(Records to process)
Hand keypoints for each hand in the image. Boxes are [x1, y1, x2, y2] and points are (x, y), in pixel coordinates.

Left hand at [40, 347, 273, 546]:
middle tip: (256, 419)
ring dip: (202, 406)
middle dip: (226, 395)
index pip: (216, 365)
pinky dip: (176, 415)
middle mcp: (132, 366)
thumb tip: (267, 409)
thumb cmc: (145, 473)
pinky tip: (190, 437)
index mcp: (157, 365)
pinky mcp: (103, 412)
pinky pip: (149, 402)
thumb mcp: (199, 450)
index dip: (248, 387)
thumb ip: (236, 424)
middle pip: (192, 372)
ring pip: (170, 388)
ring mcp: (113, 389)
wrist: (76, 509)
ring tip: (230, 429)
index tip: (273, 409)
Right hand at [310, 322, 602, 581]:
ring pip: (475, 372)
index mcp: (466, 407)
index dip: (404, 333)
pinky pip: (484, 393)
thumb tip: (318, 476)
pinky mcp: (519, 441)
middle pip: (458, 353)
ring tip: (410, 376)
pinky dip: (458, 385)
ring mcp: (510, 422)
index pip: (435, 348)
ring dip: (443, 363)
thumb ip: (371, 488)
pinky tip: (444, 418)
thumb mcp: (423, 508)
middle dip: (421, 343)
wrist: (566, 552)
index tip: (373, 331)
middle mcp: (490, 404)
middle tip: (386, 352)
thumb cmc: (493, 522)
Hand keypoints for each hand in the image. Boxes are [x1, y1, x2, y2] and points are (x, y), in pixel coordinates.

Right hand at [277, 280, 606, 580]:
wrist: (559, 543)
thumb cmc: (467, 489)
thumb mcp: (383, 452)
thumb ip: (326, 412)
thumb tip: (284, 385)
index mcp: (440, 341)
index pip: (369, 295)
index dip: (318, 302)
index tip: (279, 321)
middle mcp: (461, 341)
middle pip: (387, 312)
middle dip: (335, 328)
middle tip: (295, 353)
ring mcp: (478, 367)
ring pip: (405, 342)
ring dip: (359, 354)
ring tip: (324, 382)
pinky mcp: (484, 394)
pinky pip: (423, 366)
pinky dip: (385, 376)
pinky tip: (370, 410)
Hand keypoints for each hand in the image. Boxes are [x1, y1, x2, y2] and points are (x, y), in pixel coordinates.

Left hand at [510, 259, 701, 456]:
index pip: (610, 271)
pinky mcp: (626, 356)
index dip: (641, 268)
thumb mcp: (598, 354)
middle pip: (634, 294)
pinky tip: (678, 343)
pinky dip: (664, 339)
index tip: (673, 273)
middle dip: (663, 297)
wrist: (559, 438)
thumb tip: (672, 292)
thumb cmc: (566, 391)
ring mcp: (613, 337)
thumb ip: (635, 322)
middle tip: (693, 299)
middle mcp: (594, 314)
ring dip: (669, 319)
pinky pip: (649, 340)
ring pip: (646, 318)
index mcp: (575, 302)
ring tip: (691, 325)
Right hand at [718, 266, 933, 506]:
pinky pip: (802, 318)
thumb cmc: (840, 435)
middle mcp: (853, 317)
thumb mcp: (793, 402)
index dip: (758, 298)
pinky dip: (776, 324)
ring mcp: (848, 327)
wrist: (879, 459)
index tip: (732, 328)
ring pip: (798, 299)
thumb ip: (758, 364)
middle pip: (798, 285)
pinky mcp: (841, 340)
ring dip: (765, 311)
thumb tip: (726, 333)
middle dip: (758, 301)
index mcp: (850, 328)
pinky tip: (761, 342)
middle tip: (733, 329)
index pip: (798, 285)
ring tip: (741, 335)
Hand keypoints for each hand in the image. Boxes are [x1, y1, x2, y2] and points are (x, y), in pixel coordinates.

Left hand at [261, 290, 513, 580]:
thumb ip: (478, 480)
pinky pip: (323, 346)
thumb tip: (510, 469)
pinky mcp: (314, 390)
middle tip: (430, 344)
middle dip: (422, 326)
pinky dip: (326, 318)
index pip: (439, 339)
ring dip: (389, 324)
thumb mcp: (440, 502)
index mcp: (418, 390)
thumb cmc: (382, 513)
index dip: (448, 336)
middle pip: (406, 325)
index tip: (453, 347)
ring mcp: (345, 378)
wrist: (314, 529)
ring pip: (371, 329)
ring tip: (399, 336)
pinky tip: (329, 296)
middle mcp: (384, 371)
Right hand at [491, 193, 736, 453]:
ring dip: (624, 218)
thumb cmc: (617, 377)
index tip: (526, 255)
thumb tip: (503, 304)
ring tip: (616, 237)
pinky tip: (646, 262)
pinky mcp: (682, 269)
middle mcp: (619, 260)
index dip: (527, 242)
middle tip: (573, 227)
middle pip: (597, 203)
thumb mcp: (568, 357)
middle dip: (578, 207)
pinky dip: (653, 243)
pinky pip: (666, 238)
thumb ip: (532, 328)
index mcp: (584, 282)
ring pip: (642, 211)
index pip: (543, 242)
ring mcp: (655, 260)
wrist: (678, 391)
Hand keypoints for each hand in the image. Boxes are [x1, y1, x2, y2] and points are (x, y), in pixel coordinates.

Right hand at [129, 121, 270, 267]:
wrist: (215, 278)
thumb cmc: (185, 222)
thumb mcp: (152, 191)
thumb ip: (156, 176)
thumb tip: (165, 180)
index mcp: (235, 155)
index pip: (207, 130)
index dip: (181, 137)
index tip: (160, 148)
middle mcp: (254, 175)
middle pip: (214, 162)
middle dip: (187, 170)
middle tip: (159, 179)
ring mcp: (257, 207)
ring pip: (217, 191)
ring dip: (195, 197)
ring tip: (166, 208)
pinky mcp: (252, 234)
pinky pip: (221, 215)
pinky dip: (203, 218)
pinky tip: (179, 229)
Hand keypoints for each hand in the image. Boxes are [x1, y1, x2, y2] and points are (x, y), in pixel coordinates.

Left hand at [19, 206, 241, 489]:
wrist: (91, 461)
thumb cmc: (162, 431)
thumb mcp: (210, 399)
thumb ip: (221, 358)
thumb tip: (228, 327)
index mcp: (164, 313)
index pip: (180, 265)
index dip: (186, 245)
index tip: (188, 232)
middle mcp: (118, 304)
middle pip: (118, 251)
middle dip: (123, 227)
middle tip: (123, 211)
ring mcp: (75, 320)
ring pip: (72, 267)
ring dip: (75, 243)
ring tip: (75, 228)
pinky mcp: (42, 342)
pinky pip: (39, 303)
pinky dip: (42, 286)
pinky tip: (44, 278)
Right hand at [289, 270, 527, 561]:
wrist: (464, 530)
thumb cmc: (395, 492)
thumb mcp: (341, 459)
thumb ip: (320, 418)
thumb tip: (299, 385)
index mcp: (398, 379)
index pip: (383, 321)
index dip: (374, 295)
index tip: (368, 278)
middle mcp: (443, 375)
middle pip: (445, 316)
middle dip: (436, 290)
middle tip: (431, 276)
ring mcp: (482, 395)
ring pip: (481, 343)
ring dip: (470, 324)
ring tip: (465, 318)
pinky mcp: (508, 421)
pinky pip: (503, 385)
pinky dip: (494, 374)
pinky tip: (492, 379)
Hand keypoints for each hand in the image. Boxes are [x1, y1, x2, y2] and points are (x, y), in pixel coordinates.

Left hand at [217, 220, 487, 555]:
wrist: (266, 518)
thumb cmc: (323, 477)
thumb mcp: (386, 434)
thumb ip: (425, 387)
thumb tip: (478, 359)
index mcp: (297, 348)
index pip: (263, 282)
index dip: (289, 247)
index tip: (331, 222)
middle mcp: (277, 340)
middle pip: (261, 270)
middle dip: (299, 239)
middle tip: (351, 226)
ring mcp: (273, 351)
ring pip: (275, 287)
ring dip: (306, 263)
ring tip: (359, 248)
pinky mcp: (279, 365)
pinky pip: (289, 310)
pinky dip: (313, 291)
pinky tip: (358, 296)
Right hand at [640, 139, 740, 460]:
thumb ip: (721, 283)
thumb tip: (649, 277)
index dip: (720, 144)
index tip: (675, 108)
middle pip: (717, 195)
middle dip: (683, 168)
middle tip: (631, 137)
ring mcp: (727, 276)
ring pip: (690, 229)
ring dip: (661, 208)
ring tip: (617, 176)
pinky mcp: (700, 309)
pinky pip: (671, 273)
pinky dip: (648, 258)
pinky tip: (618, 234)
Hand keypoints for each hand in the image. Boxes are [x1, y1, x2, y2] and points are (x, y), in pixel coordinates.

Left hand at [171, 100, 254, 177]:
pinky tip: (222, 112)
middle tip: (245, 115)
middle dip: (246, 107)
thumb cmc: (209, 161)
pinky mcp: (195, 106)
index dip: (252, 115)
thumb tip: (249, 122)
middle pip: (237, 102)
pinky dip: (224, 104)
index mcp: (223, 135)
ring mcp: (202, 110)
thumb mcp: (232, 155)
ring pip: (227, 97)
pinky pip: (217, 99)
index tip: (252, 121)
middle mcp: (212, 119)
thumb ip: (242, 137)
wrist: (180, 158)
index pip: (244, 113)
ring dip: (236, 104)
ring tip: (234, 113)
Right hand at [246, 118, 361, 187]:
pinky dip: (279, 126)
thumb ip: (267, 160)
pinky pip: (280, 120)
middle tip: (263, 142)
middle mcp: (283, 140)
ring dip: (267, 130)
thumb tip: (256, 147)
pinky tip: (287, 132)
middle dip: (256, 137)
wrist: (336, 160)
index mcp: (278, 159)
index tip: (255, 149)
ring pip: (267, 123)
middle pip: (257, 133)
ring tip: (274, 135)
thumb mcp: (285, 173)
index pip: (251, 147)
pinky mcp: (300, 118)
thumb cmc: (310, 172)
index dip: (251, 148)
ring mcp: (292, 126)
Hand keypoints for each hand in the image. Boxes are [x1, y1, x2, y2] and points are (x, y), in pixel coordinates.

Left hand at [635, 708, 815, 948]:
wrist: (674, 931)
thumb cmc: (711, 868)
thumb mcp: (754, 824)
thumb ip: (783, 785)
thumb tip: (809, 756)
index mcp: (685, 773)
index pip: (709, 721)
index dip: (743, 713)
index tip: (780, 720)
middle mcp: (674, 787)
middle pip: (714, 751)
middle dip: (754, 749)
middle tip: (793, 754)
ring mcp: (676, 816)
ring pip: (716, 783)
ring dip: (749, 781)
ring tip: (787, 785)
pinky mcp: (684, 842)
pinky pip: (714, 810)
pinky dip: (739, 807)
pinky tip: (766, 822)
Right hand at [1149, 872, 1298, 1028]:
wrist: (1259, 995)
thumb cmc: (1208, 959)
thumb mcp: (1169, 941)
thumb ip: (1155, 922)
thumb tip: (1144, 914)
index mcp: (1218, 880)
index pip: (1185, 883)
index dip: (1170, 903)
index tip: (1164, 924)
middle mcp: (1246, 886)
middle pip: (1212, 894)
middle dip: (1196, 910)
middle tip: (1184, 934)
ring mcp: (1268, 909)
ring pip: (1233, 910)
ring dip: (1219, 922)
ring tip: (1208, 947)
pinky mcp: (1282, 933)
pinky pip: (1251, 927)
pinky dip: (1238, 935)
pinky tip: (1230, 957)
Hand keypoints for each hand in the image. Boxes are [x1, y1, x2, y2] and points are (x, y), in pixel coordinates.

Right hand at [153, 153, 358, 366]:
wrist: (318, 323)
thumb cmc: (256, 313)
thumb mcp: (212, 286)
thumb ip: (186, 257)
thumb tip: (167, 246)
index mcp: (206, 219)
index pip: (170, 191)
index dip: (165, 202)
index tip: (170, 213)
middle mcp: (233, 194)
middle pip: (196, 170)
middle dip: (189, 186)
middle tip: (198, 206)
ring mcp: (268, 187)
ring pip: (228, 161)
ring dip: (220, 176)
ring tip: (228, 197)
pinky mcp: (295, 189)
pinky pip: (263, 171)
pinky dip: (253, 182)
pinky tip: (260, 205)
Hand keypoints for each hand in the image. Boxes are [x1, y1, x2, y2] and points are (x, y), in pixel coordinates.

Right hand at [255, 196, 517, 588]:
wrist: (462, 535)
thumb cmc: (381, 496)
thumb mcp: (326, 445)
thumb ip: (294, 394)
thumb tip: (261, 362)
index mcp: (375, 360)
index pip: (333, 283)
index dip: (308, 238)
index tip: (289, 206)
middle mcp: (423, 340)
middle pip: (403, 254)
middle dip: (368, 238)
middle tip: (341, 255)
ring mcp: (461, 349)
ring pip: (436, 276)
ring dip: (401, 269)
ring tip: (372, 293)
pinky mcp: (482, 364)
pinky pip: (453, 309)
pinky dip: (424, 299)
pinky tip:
(End Records to process)
## Exercise directions
Print exactly the lines above, between the one holding "index pip: (244, 113)" and the one holding "pinky tip: (287, 132)", inclusive, and nothing besides.

## Response
index pip: (244, 113)
ring dip: (236, 104)
ring tip: (234, 113)
Right hand at [246, 118, 361, 187]:
pinky dip: (279, 126)
thumb ip: (267, 160)
pinky pip: (280, 120)
middle tip: (263, 142)
middle mcp: (283, 140)
ring dip: (267, 130)
thumb tip: (256, 147)
pinky tip: (287, 132)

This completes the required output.